(The input)

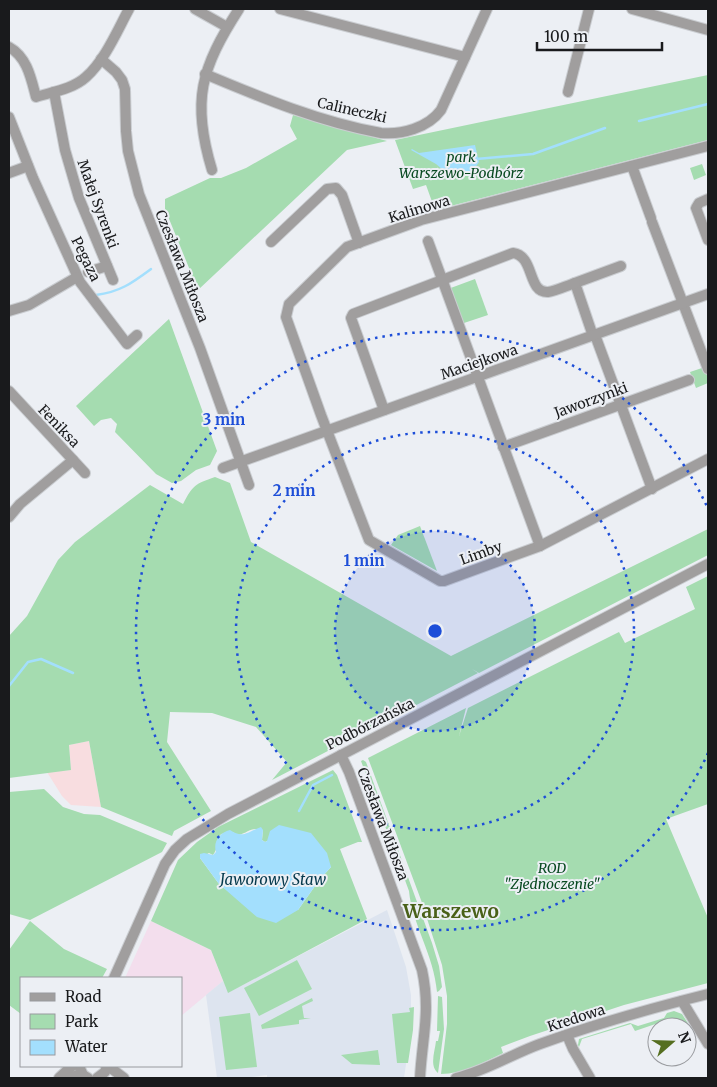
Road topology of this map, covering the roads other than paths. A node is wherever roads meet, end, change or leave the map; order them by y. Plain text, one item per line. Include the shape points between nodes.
1 (129, 9) edge
2 (195, 9) edge
3 (239, 9) edge
4 (280, 9) edge
5 (487, 9) edge
6 (589, 9) edge
7 (632, 9) edge
8 (227, 27) junction
9 (708, 30) edge
10 (9, 47) edge
11 (465, 57) junction
12 (101, 59) junction
13 (205, 74) junction
14 (54, 92) junction
15 (568, 92) dead end
16 (9, 117) edge
17 (708, 146) edge
18 (28, 166) junction
19 (632, 166) junction
20 (212, 170) dead end
21 (9, 173) edge
22 (708, 199) edge
23 (708, 240) edge
24 (428, 241) dead end
25 (271, 242) dead end
26 (359, 243) junction
27 (107, 266) junction
28 (621, 266) dead end
29 (88, 272) dead end
30 (77, 276) junction
31 (113, 280) dead end
32 (442, 281) junction
33 (574, 283) junction
34 (708, 294) edge
35 (682, 303) junction
36 (9, 311) edge
37 (137, 335) dead end
38 (594, 335) junction
39 (708, 369) edge
40 (478, 377) junction
41 (689, 380) dead end
42 (9, 391) edge
43 (621, 404) junction
44 (384, 410) junction
45 (326, 431) junction
46 (503, 447) junction
47 (708, 459) edge
48 (73, 460) junction
49 (241, 461) junction
50 (223, 468) dead end
51 (85, 473) dead end
52 (249, 485) dead end
53 (652, 489) junction
54 (9, 517) edge
55 (540, 546) junction
56 (708, 564) edge
57 (341, 755) junction
58 (114, 977) edge
59 (708, 994) edge
60 (682, 1001) junction
61 (567, 1035) junction
62 (708, 1044) edge
63 (71, 1067) edge
64 (108, 1067) edge
65 (109, 1067) edge
66 (83, 1073) edge
67 (483, 1074) edge
68 (59, 1078) edge
69 (70, 1078) edge
70 (98, 1078) edge
71 (104, 1078) edge
72 (124, 1078) edge
73 (420, 1078) edge
74 (456, 1078) edge
75 (590, 1078) edge

1 - 12 street
2 - 8 street
3 - 8 street
4 - 11 street
5 - 11 street, Calineczki
6 - 15 street
7 - 9 street
8 - 13 street
10 - 14 street via 25,62 36,97
11 - 13 street, Calineczki via 436,117 417,127 389,134 303,112
12 - 14 street via 86,77
12 - 49 street, Czesława Miłosza via 122,80 128,151 139,194
13 - 20 street via 201,126
14 - 27 street, Małej Syrenki via 65,150 79,198
16 - 18 street, Pegaza
17 - 19 street, Kalinowa
18 - 21 street
18 - 30 street, Pegaza
19 - 26 street, Kalinowa via 421,220
19 - 35 street
22 - 23 street via 699,203 696,210
24 - 32 street
25 - 26 street via 327,189 336,188 342,195
26 - 45 street, Kalinowa via 347,247 330,263 288,304 286,312
27 - 29 street, Małej Syrenki
27 - 31 street, Małej Syrenki
28 - 33 street
30 - 36 street via 29,305
30 - 37 street, Pegaza via 126,344
32 - 33 street via 513,254 526,261 535,284 541,290 549,292
32 - 40 street
32 - 44 street via 400,295 351,318
33 - 38 street
34 - 35 street, Maciejkowa
35 - 38 street, Maciejkowa
35 - 39 street
38 - 40 street, Maciejkowa
38 - 43 street
40 - 44 street, Maciejkowa
40 - 46 street
41 - 43 street, Jaworzynki
42 - 48 street, Feniksa
43 - 46 street, Jaworzynki
43 - 53 street
44 - 45 street, Maciejkowa
45 - 49 street, Maciejkowa
45 - 55 street, Limby via 369,540 440,581
46 - 55 street
47 - 53 street, Limby
48 - 51 street
48 - 54 street, Feniksa
49 - 50 street, Maciejkowa
49 - 52 street, Czesława Miłosza
53 - 55 street, Limby
56 - 57 street, Podbórzańska
57 - 58 street, Podbórzańska via 205,827 178,846 162,869
57 - 73 street, Czesława Miłosza via 422,970 426,1017
59 - 60 street, Kredowa
60 - 61 street, Kredowa
60 - 62 street
61 - 67 street, Kredowa via 539,1044
61 - 75 street
63 - 68 street
64 - 70 street
65 - 72 street
66 - 69 street
67 - 74 street, Kredowa
70 - 71 street

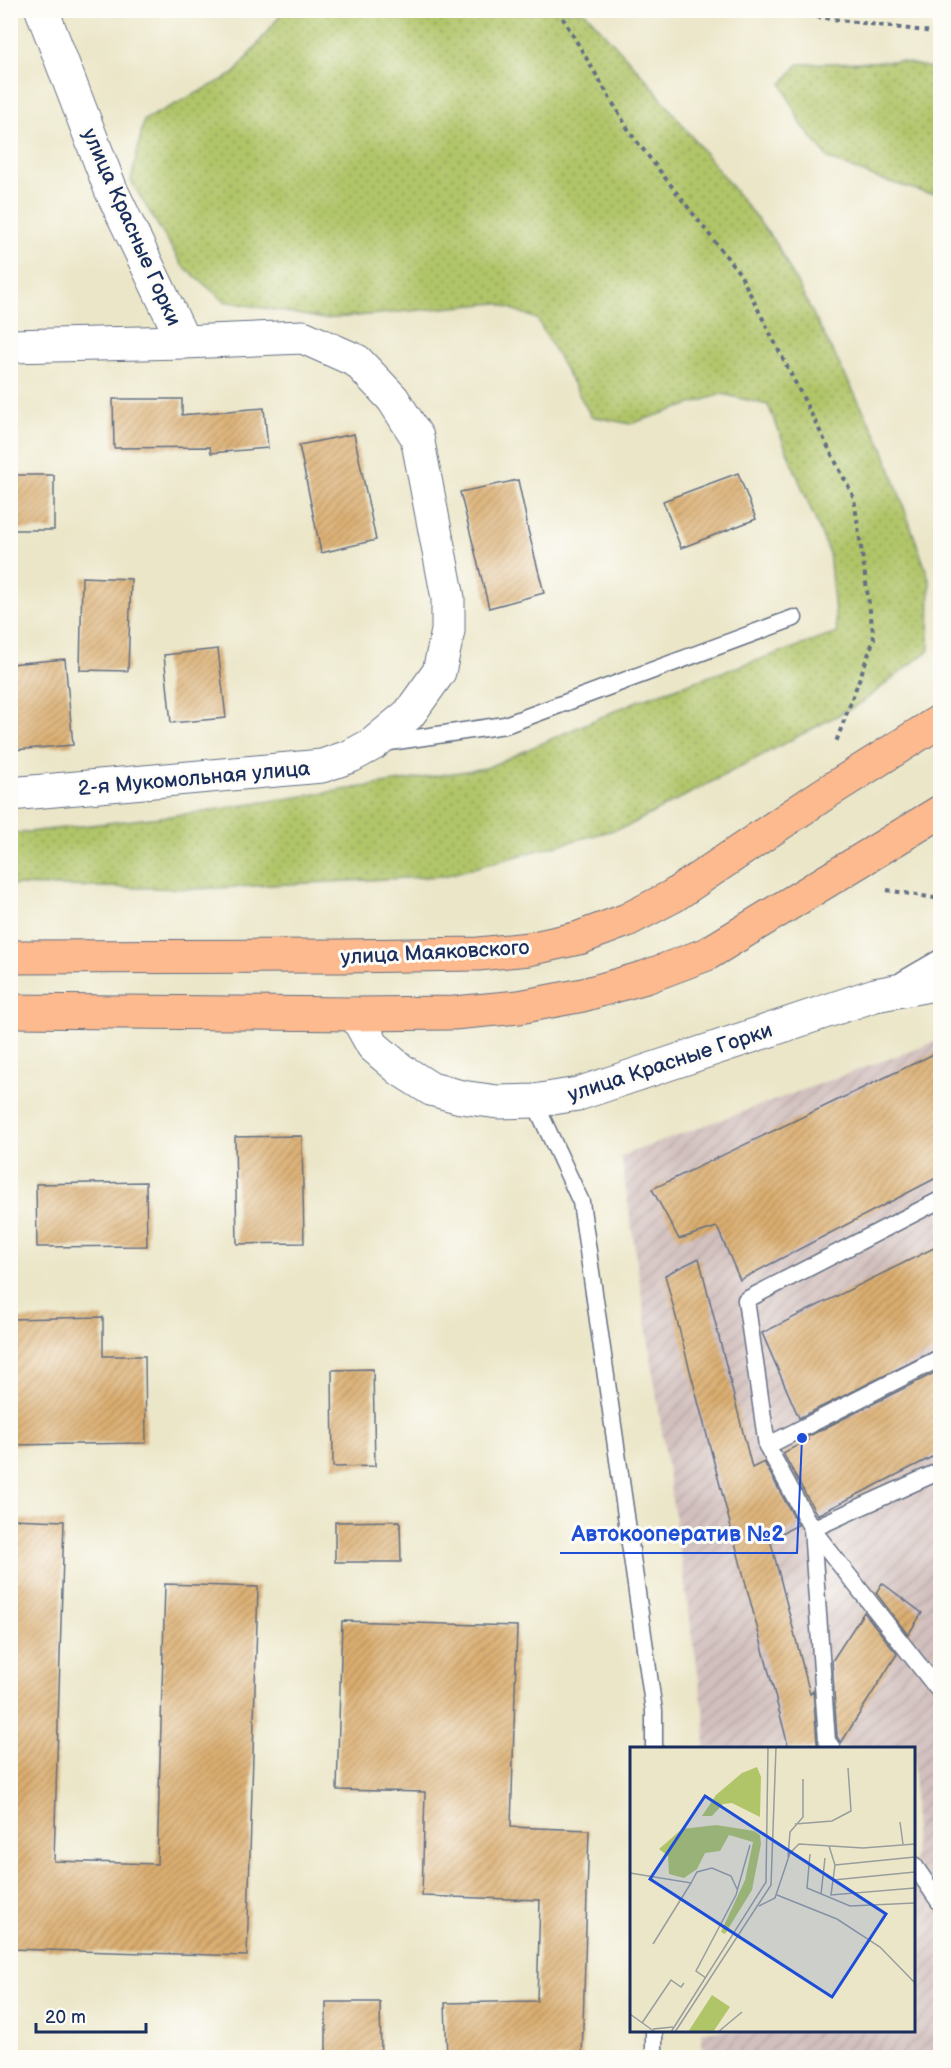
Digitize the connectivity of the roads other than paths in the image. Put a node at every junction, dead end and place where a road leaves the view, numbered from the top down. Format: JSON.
{"nodes":[{"id":1,"x":42,"y":10,"type":"edge"},
{"id":2,"x":184,"y":342,"type":"junction"},
{"id":3,"x":10,"y":346,"type":"edge"},
{"id":4,"x":794,"y":618,"type":"dead end"},
{"id":5,"x":940,"y":721,"type":"edge"},
{"id":6,"x":373,"y":744,"type":"junction"},
{"id":7,"x":10,"y":794,"type":"edge"},
{"id":8,"x":940,"y":812,"type":"edge"},
{"id":9,"x":10,"y":957,"type":"edge"},
{"id":10,"x":940,"y":958,"type":"edge"},
{"id":11,"x":940,"y":983,"type":"edge"},
{"id":12,"x":875,"y":995,"type":"junction"},
{"id":13,"x":10,"y":1011,"type":"edge"},
{"id":14,"x":355,"y":1014,"type":"junction"},
{"id":15,"x":534,"y":1101,"type":"junction"},
{"id":16,"x":940,"y":1200,"type":"edge"},
{"id":17,"x":940,"y":1358,"type":"edge"},
{"id":18,"x":767,"y":1446,"type":"junction"},
{"id":19,"x":940,"y":1470,"type":"edge"},
{"id":20,"x":812,"y":1529,"type":"junction"},
{"id":21,"x":940,"y":1692,"type":"edge"},
{"id":22,"x":654,"y":1747,"type":"edge"},
{"id":23,"x":831,"y":1747,"type":"edge"},
{"id":24,"x":915,"y":1866,"type":"edge"},
{"id":25,"x":940,"y":1903,"type":"edge"},
{"id":26,"x":654,"y":2032,"type":"edge"},
{"id":27,"x":654,"y":2058,"type":"edge"}],
"edges":[{"from":1,"to":2,"type":"street","name":"улица Красные Горки"},
{"from":2,"to":3,"type":"street"},
{"from":2,"to":6,"type":"street","name":"улица Красные Горки"},
{"from":4,"to":6,"type":"lane"},
{"from":5,"to":9,"type":"main road","name":"улица Маяковского"},
{"from":6,"to":7,"type":"street","name":"2-я Мукомольная улица"},
{"from":8,"to":14,"type":"main road"},
{"from":10,"to":12,"type":"lane"},
{"from":11,"to":12,"type":"street","name":"улица Красные Горки"},
{"from":12,"to":15,"type":"street","name":"улица Красные Горки"},
{"from":13,"to":14,"type":"main road"},
{"from":14,"to":15,"type":"street","name":"улица Красные Горки"},
{"from":15,"to":22,"type":"lane"},
{"from":16,"to":18,"type":"lane"},
{"from":17,"to":18,"type":"lane"},
{"from":18,"to":20,"type":"lane"},
{"from":19,"to":20,"type":"lane"},
{"from":20,"to":21,"type":"lane"},
{"from":20,"to":23,"type":"lane"},
{"from":24,"to":25,"type":"lane"},
{"from":26,"to":27,"type":"lane"}]}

(End The input)

Task to complete:
Tally the lines above that include the word "Miłosza"; answer with the total only.

Result for this task:
3